◆ **Prompt**:
Take the data that follows and return it exactly.

*** Begin section ***

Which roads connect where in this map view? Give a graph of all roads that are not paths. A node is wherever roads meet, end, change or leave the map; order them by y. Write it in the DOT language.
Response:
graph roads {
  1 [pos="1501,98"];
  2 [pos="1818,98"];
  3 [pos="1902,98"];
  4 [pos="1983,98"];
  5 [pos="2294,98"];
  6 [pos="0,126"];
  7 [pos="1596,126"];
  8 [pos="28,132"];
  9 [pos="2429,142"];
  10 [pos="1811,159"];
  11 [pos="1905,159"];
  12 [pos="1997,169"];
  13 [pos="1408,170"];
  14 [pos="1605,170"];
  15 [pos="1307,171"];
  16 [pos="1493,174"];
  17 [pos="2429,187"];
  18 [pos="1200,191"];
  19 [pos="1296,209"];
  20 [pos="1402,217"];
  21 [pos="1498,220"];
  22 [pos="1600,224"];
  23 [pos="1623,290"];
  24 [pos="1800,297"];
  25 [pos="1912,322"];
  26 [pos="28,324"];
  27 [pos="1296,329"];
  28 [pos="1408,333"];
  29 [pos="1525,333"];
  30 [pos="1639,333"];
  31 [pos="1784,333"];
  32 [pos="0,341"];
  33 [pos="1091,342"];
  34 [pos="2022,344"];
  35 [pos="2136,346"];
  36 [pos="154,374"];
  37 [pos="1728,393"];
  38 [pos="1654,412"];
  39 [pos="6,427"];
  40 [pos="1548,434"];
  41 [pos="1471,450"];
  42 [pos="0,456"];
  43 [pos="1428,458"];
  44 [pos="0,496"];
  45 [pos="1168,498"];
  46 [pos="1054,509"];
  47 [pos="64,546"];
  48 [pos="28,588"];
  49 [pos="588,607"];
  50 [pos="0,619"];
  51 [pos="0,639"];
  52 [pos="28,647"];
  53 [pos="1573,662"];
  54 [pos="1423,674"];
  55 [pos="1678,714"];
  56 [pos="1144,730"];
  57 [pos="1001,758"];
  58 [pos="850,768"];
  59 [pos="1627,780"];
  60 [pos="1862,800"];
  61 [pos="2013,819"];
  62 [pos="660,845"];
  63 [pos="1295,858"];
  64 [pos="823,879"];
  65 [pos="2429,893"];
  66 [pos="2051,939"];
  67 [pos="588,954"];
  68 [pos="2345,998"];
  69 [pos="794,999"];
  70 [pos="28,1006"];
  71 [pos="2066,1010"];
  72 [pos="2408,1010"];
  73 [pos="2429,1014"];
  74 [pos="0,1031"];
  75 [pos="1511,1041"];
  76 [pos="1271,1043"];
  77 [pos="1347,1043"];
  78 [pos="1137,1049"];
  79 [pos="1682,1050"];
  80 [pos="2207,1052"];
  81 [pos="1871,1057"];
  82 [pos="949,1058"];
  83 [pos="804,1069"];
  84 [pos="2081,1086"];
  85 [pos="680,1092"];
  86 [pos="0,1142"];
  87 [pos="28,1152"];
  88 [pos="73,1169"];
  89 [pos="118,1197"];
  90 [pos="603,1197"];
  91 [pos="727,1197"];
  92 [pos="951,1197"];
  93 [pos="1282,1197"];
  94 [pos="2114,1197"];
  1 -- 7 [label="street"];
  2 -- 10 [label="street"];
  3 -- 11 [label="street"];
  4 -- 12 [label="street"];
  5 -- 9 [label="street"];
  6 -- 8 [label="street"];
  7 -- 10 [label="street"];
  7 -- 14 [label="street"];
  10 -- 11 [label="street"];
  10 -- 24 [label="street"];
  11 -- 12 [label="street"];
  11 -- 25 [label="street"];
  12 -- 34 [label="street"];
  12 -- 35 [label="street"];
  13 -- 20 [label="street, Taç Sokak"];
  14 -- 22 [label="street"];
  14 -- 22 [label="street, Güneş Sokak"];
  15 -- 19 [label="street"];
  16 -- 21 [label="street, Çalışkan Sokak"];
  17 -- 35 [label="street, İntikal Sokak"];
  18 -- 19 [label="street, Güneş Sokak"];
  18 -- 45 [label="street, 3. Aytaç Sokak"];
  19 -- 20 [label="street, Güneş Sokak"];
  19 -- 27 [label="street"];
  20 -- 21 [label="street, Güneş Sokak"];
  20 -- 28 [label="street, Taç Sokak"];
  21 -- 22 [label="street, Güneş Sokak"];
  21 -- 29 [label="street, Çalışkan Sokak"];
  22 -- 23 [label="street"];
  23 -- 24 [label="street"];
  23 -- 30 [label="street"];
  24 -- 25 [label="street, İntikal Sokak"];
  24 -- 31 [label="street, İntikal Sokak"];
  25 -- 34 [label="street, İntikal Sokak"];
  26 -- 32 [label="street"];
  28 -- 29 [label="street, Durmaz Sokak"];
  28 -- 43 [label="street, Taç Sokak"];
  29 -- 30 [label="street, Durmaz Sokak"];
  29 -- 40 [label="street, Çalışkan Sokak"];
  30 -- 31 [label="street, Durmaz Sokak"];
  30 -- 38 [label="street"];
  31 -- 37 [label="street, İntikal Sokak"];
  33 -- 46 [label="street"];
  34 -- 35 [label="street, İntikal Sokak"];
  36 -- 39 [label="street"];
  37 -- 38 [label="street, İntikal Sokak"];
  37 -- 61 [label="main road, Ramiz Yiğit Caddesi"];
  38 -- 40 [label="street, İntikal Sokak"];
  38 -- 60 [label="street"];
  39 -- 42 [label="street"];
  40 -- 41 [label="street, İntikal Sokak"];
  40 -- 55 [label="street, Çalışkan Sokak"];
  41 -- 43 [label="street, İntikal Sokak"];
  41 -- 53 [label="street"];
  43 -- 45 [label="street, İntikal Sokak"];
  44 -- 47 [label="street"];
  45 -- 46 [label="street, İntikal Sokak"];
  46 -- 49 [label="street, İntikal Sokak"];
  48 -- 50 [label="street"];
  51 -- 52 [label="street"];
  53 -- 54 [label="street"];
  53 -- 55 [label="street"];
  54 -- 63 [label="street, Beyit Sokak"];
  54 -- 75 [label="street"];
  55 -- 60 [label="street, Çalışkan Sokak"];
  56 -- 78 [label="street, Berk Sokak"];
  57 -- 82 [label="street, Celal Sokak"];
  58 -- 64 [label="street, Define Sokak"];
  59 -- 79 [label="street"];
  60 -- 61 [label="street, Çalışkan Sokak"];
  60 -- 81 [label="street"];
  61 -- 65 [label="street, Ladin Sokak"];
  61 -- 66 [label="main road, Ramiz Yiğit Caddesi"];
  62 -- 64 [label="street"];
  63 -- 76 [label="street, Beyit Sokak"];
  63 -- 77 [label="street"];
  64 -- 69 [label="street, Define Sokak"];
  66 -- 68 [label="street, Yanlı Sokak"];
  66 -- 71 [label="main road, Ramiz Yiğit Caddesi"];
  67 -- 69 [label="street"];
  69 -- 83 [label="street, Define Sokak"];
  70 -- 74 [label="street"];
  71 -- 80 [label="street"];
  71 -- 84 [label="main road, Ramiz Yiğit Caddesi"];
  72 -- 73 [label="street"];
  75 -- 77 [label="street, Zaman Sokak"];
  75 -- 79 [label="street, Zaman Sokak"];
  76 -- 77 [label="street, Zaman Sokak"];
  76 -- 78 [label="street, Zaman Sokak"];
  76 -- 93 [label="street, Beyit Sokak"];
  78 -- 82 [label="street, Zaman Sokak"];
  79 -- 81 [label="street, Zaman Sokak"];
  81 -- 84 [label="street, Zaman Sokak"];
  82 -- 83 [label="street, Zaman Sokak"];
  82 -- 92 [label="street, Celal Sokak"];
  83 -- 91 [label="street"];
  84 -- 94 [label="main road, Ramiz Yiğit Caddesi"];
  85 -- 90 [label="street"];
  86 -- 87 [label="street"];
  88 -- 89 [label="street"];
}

*** End section ***

◆ **Task result**:
Which roads connect where in this map view? Give a graph of all roads that are not paths. A node is wherever roads meet, end, change or leave the map; order them by y. Write it in the DOT language.
Response:
graph roads {
  1 [pos="1501,98"];
  2 [pos="1818,98"];
  3 [pos="1902,98"];
  4 [pos="1983,98"];
  5 [pos="2294,98"];
  6 [pos="0,126"];
  7 [pos="1596,126"];
  8 [pos="28,132"];
  9 [pos="2429,142"];
  10 [pos="1811,159"];
  11 [pos="1905,159"];
  12 [pos="1997,169"];
  13 [pos="1408,170"];
  14 [pos="1605,170"];
  15 [pos="1307,171"];
  16 [pos="1493,174"];
  17 [pos="2429,187"];
  18 [pos="1200,191"];
  19 [pos="1296,209"];
  20 [pos="1402,217"];
  21 [pos="1498,220"];
  22 [pos="1600,224"];
  23 [pos="1623,290"];
  24 [pos="1800,297"];
  25 [pos="1912,322"];
  26 [pos="28,324"];
  27 [pos="1296,329"];
  28 [pos="1408,333"];
  29 [pos="1525,333"];
  30 [pos="1639,333"];
  31 [pos="1784,333"];
  32 [pos="0,341"];
  33 [pos="1091,342"];
  34 [pos="2022,344"];
  35 [pos="2136,346"];
  36 [pos="154,374"];
  37 [pos="1728,393"];
  38 [pos="1654,412"];
  39 [pos="6,427"];
  40 [pos="1548,434"];
  41 [pos="1471,450"];
  42 [pos="0,456"];
  43 [pos="1428,458"];
  44 [pos="0,496"];
  45 [pos="1168,498"];
  46 [pos="1054,509"];
  47 [pos="64,546"];
  48 [pos="28,588"];
  49 [pos="588,607"];
  50 [pos="0,619"];
  51 [pos="0,639"];
  52 [pos="28,647"];
  53 [pos="1573,662"];
  54 [pos="1423,674"];
  55 [pos="1678,714"];
  56 [pos="1144,730"];
  57 [pos="1001,758"];
  58 [pos="850,768"];
  59 [pos="1627,780"];
  60 [pos="1862,800"];
  61 [pos="2013,819"];
  62 [pos="660,845"];
  63 [pos="1295,858"];
  64 [pos="823,879"];
  65 [pos="2429,893"];
  66 [pos="2051,939"];
  67 [pos="588,954"];
  68 [pos="2345,998"];
  69 [pos="794,999"];
  70 [pos="28,1006"];
  71 [pos="2066,1010"];
  72 [pos="2408,1010"];
  73 [pos="2429,1014"];
  74 [pos="0,1031"];
  75 [pos="1511,1041"];
  76 [pos="1271,1043"];
  77 [pos="1347,1043"];
  78 [pos="1137,1049"];
  79 [pos="1682,1050"];
  80 [pos="2207,1052"];
  81 [pos="1871,1057"];
  82 [pos="949,1058"];
  83 [pos="804,1069"];
  84 [pos="2081,1086"];
  85 [pos="680,1092"];
  86 [pos="0,1142"];
  87 [pos="28,1152"];
  88 [pos="73,1169"];
  89 [pos="118,1197"];
  90 [pos="603,1197"];
  91 [pos="727,1197"];
  92 [pos="951,1197"];
  93 [pos="1282,1197"];
  94 [pos="2114,1197"];
  1 -- 7 [label="street"];
  2 -- 10 [label="street"];
  3 -- 11 [label="street"];
  4 -- 12 [label="street"];
  5 -- 9 [label="street"];
  6 -- 8 [label="street"];
  7 -- 10 [label="street"];
  7 -- 14 [label="street"];
  10 -- 11 [label="street"];
  10 -- 24 [label="street"];
  11 -- 12 [label="street"];
  11 -- 25 [label="street"];
  12 -- 34 [label="street"];
  12 -- 35 [label="street"];
  13 -- 20 [label="street, Taç Sokak"];
  14 -- 22 [label="street"];
  14 -- 22 [label="street, Güneş Sokak"];
  15 -- 19 [label="street"];
  16 -- 21 [label="street, Çalışkan Sokak"];
  17 -- 35 [label="street, İntikal Sokak"];
  18 -- 19 [label="street, Güneş Sokak"];
  18 -- 45 [label="street, 3. Aytaç Sokak"];
  19 -- 20 [label="street, Güneş Sokak"];
  19 -- 27 [label="street"];
  20 -- 21 [label="street, Güneş Sokak"];
  20 -- 28 [label="street, Taç Sokak"];
  21 -- 22 [label="street, Güneş Sokak"];
  21 -- 29 [label="street, Çalışkan Sokak"];
  22 -- 23 [label="street"];
  23 -- 24 [label="street"];
  23 -- 30 [label="street"];
  24 -- 25 [label="street, İntikal Sokak"];
  24 -- 31 [label="street, İntikal Sokak"];
  25 -- 34 [label="street, İntikal Sokak"];
  26 -- 32 [label="street"];
  28 -- 29 [label="street, Durmaz Sokak"];
  28 -- 43 [label="street, Taç Sokak"];
  29 -- 30 [label="street, Durmaz Sokak"];
  29 -- 40 [label="street, Çalışkan Sokak"];
  30 -- 31 [label="street, Durmaz Sokak"];
  30 -- 38 [label="street"];
  31 -- 37 [label="street, İntikal Sokak"];
  33 -- 46 [label="street"];
  34 -- 35 [label="street, İntikal Sokak"];
  36 -- 39 [label="street"];
  37 -- 38 [label="street, İntikal Sokak"];
  37 -- 61 [label="main road, Ramiz Yiğit Caddesi"];
  38 -- 40 [label="street, İntikal Sokak"];
  38 -- 60 [label="street"];
  39 -- 42 [label="street"];
  40 -- 41 [label="street, İntikal Sokak"];
  40 -- 55 [label="street, Çalışkan Sokak"];
  41 -- 43 [label="street, İntikal Sokak"];
  41 -- 53 [label="street"];
  43 -- 45 [label="street, İntikal Sokak"];
  44 -- 47 [label="street"];
  45 -- 46 [label="street, İntikal Sokak"];
  46 -- 49 [label="street, İntikal Sokak"];
  48 -- 50 [label="street"];
  51 -- 52 [label="street"];
  53 -- 54 [label="street"];
  53 -- 55 [label="street"];
  54 -- 63 [label="street, Beyit Sokak"];
  54 -- 75 [label="street"];
  55 -- 60 [label="street, Çalışkan Sokak"];
  56 -- 78 [label="street, Berk Sokak"];
  57 -- 82 [label="street, Celal Sokak"];
  58 -- 64 [label="street, Define Sokak"];
  59 -- 79 [label="street"];
  60 -- 61 [label="street, Çalışkan Sokak"];
  60 -- 81 [label="street"];
  61 -- 65 [label="street, Ladin Sokak"];
  61 -- 66 [label="main road, Ramiz Yiğit Caddesi"];
  62 -- 64 [label="street"];
  63 -- 76 [label="street, Beyit Sokak"];
  63 -- 77 [label="street"];
  64 -- 69 [label="street, Define Sokak"];
  66 -- 68 [label="street, Yanlı Sokak"];
  66 -- 71 [label="main road, Ramiz Yiğit Caddesi"];
  67 -- 69 [label="street"];
  69 -- 83 [label="street, Define Sokak"];
  70 -- 74 [label="street"];
  71 -- 80 [label="street"];
  71 -- 84 [label="main road, Ramiz Yiğit Caddesi"];
  72 -- 73 [label="street"];
  75 -- 77 [label="street, Zaman Sokak"];
  75 -- 79 [label="street, Zaman Sokak"];
  76 -- 77 [label="street, Zaman Sokak"];
  76 -- 78 [label="street, Zaman Sokak"];
  76 -- 93 [label="street, Beyit Sokak"];
  78 -- 82 [label="street, Zaman Sokak"];
  79 -- 81 [label="street, Zaman Sokak"];
  81 -- 84 [label="street, Zaman Sokak"];
  82 -- 83 [label="street, Zaman Sokak"];
  82 -- 92 [label="street, Celal Sokak"];
  83 -- 91 [label="street"];
  84 -- 94 [label="main road, Ramiz Yiğit Caddesi"];
  85 -- 90 [label="street"];
  86 -- 87 [label="street"];
  88 -- 89 [label="street"];
}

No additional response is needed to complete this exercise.